╔══
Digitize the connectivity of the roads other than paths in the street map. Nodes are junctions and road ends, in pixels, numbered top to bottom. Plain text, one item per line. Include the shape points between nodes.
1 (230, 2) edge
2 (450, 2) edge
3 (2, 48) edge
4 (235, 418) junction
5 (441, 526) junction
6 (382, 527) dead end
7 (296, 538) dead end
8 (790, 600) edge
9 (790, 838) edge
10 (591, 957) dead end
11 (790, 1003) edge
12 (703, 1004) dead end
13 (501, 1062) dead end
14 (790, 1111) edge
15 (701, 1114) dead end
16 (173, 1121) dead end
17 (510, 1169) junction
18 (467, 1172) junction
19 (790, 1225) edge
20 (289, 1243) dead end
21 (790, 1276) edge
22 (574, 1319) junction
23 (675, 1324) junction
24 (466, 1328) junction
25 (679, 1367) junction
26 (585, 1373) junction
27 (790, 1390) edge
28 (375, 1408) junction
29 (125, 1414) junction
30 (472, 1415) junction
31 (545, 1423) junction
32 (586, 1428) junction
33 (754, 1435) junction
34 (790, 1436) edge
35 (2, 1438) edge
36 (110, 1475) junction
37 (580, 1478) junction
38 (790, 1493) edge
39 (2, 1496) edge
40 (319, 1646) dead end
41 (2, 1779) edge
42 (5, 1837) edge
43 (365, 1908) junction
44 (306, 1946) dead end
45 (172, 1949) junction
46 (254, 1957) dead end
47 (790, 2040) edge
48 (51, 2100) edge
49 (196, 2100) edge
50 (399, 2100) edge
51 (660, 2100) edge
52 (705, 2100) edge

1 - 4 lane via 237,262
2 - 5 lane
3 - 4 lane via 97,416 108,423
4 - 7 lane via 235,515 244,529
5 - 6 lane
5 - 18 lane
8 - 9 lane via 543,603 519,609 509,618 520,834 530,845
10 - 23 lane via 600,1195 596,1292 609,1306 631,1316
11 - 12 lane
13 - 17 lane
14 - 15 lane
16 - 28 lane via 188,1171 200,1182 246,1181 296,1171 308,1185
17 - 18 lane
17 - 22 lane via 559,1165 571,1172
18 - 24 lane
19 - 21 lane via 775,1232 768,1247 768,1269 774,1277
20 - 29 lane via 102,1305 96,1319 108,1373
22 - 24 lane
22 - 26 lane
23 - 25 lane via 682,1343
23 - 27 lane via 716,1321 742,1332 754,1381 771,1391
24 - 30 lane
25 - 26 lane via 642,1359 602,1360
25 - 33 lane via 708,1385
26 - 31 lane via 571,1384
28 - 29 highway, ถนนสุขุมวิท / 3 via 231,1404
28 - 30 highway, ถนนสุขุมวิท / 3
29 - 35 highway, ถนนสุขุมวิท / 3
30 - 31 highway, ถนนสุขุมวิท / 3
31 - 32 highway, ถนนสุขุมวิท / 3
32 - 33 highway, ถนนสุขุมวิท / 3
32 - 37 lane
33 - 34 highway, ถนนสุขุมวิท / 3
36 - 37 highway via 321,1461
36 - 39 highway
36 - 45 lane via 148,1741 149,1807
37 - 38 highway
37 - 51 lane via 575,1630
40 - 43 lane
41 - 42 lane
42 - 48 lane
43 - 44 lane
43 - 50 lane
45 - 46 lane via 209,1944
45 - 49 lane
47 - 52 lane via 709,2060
╚══
Work order: Your task is to find every line above containing the word "highway" and copy it.

Your solution:
28 - 29 highway, ถนนสุขุมวิท / 3 via 231,1404
28 - 30 highway, ถนนสุขุมวิท / 3
29 - 35 highway, ถนนสุขุมวิท / 3
30 - 31 highway, ถนนสุขุมวิท / 3
31 - 32 highway, ถนนสุขุมวิท / 3
32 - 33 highway, ถนนสุขุมวิท / 3
33 - 34 highway, ถนนสุขุมวิท / 3
36 - 37 highway via 321,1461
36 - 39 highway
37 - 38 highway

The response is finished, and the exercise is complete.